莉乃ちゃんママは、「頼仁くん反省しているみたいで、よかったわぁ」と言うと、私は複雑な顔をしながら、「それは、そうなんだけど、気になることが多くてね」と言った。
莉乃ちゃんママは、少し食い気味で、「気になることって何よ、男の子には、あんなふうに言ってやるのが1番良いのよ」と言う。
私は、ため息をつきながら、「男の子だから傷が早く癒える特殊能力をもっていると、お考えなんですか」と問いかけると、莉乃ちゃんママは、「そういう意味じゃなくて、あなたの息子のおかげで痛い目にあって、きっと反省しているから良かったと言っているのよ」とホッとした顔で言った。
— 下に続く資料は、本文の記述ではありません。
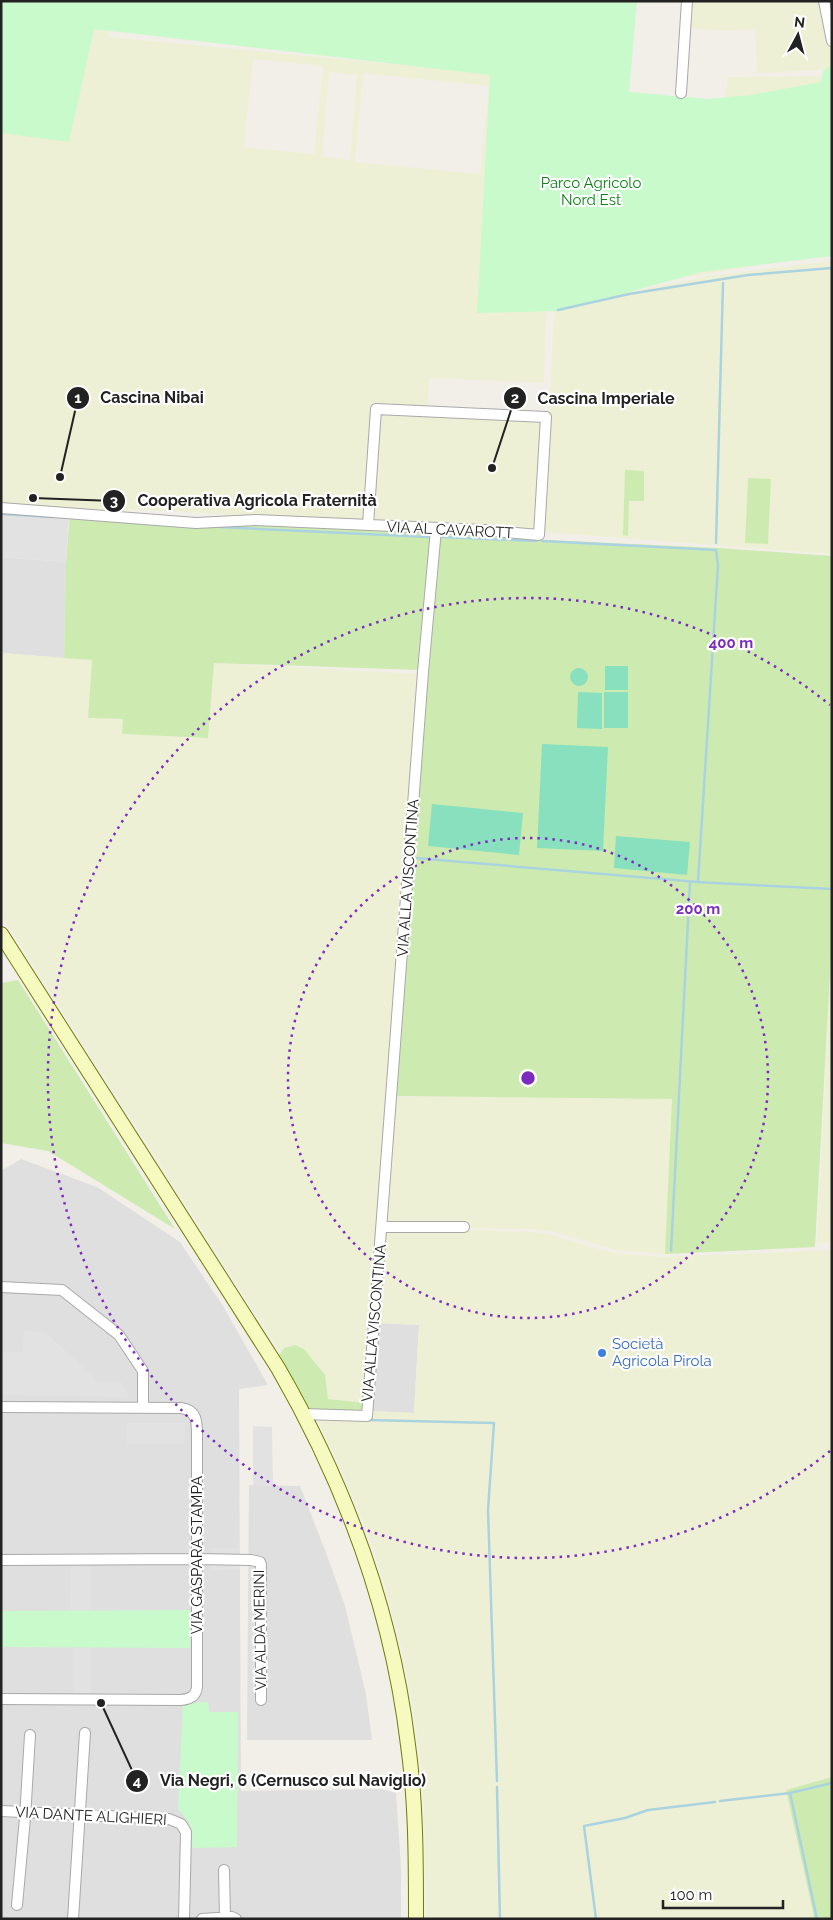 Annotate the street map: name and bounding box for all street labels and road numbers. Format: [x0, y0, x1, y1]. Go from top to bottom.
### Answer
street label: VIA AL CAVAROTT [386, 518, 514, 542]
street label: VIA ALLA VISCONTINA [394, 798, 422, 958]
street label: VIA ALLA VISCONTINA [358, 1243, 390, 1403]
street label: VIA GASPARA STAMPA [188, 1476, 206, 1634]
street label: VIA ALDA MERINI [250, 1569, 270, 1691]
street label: VIA DANTE ALIGHIERI [15, 1803, 167, 1829]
私は「なるほどね、ごめん私すごいこういうことに対して熱くなってしまうところがあって、イライラしたよね」と言うと、莉乃ちゃんママは、「うん、ちょっとね、物事を考える視点が私と違うみたいでイライラしたけど、面白そうだから、頼仁くんが心配だと思う理由を聞かせてよ」と言ってくれたので、私は、「それは、女は弱い生き物、男は女を守る生き物という教育を受けてることかなぁ」と言った。
すると、莉乃ちゃんママは、悪態をつきながら、「その教育のどこが、ダメなの、よくうちの親も弟にそんなことを言ってたけど、つまり、男なんだから、しっかりしなさい女の子を守る盾になり、頼られる人になりなさいってことでしょう」と言い放った。